(ATF) Australia’s brown coal reserves are being used to produce hydrogen in a joint venture with a Japanese company to prove the liquefied gas can be exported safely, the project sponsors said on March 12.
Japan’s Kawasaki Heavy Industries is running the $387 million pilot project with government support from both Japan and Australia in the state of Victoria, home to a quarter of the world’s known brown coal reserves.
The project is key to helping Japan meet its target of net zero carbon emissions by 2050.
The world’s fifth-largest energy consumer aims to boost its annual hydrogen demand tenfold to 20 million tonnes by 2050, equivalent to about 40% of its current power generation.

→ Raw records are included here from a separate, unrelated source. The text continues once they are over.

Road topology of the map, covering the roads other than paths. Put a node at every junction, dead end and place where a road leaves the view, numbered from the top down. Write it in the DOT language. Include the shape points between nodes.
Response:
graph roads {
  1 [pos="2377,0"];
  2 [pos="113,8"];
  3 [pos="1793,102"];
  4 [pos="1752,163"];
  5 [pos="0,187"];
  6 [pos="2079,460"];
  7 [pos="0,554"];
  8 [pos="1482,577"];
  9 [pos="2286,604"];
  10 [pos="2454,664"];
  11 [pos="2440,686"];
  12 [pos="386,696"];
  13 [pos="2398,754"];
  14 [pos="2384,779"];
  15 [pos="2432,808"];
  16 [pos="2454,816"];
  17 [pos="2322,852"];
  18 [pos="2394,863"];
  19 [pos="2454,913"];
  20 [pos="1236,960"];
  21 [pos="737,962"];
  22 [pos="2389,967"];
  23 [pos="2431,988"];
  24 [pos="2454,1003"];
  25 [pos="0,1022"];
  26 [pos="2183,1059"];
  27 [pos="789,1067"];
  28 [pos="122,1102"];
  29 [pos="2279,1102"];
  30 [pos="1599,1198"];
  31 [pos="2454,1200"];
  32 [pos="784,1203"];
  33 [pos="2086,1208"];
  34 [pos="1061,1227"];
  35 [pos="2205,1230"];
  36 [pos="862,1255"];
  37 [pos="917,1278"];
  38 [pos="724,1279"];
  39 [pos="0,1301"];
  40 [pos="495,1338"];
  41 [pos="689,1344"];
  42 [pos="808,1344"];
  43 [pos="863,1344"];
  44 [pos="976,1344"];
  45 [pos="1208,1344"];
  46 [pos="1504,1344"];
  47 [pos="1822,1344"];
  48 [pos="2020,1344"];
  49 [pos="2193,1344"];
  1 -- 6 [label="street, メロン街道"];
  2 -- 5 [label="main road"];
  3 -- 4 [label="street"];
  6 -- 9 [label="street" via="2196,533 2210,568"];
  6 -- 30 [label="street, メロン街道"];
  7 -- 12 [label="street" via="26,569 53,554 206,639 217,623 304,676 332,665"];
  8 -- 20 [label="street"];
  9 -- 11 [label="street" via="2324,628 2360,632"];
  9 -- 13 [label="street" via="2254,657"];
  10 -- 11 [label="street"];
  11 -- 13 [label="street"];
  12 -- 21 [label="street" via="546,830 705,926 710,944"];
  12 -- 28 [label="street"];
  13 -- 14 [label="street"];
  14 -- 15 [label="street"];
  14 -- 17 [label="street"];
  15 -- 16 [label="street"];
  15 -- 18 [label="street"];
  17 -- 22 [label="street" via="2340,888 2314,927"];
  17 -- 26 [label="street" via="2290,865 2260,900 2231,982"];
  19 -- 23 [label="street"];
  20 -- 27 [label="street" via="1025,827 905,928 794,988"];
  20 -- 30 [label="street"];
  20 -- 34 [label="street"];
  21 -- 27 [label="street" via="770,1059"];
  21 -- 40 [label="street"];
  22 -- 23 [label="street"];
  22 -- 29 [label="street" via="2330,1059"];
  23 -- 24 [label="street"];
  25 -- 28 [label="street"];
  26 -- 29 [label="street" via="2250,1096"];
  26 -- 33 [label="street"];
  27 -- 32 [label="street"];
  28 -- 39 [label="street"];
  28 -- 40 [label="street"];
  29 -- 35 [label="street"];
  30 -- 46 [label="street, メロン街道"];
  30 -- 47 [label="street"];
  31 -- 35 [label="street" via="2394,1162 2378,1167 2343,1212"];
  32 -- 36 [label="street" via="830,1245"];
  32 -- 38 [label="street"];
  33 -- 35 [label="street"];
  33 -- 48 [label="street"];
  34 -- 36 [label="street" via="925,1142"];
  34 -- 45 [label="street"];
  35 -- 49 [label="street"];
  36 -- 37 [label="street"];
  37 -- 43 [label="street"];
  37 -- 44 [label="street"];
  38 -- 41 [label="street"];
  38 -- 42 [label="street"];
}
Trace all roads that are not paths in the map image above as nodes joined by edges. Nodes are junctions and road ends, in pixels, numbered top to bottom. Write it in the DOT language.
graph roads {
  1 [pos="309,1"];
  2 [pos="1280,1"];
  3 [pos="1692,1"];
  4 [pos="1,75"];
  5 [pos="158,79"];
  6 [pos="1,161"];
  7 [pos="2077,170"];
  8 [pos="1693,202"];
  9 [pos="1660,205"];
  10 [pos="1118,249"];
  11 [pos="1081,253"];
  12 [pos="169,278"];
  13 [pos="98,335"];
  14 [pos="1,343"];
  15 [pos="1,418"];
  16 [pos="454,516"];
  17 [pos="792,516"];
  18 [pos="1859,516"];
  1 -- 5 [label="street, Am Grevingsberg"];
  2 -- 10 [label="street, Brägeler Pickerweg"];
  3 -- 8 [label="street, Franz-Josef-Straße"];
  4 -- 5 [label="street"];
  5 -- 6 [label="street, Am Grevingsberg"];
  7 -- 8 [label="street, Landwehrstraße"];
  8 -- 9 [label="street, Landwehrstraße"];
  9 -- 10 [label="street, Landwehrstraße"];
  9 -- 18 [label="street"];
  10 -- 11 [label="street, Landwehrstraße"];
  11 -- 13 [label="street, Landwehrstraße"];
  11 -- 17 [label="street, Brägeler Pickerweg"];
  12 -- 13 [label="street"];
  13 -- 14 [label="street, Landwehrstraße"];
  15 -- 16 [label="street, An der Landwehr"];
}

Many of Japan’s industries – from energy to manufacturing and metals – have focused on hydrogen use. Nippon Steel, Japan’s largest steelmaker, is planning to use hydrogen as part of a programme to reduce emissions.
“Blast furnaces are able to use 10% of hydrogen in research and development stage, and will be demonstrating if this works in practice as well,” said Thanh Ha Pham, equity analyst at Jefferies in Tokyo. “Industrials using more and more hydrogen will help achieve a transition to a hydrogen economy.”
Pham said the hydrogen revolution was in its early days. Nippon Steel is first contemplating to become carbon neutral through high-grade steel production in large electric-arc furnaces, which use graphite as a reducing agent. “In the long-term, the company is contemplating to use hydrogen as a reduction agent in blast furnaces,” Pham said.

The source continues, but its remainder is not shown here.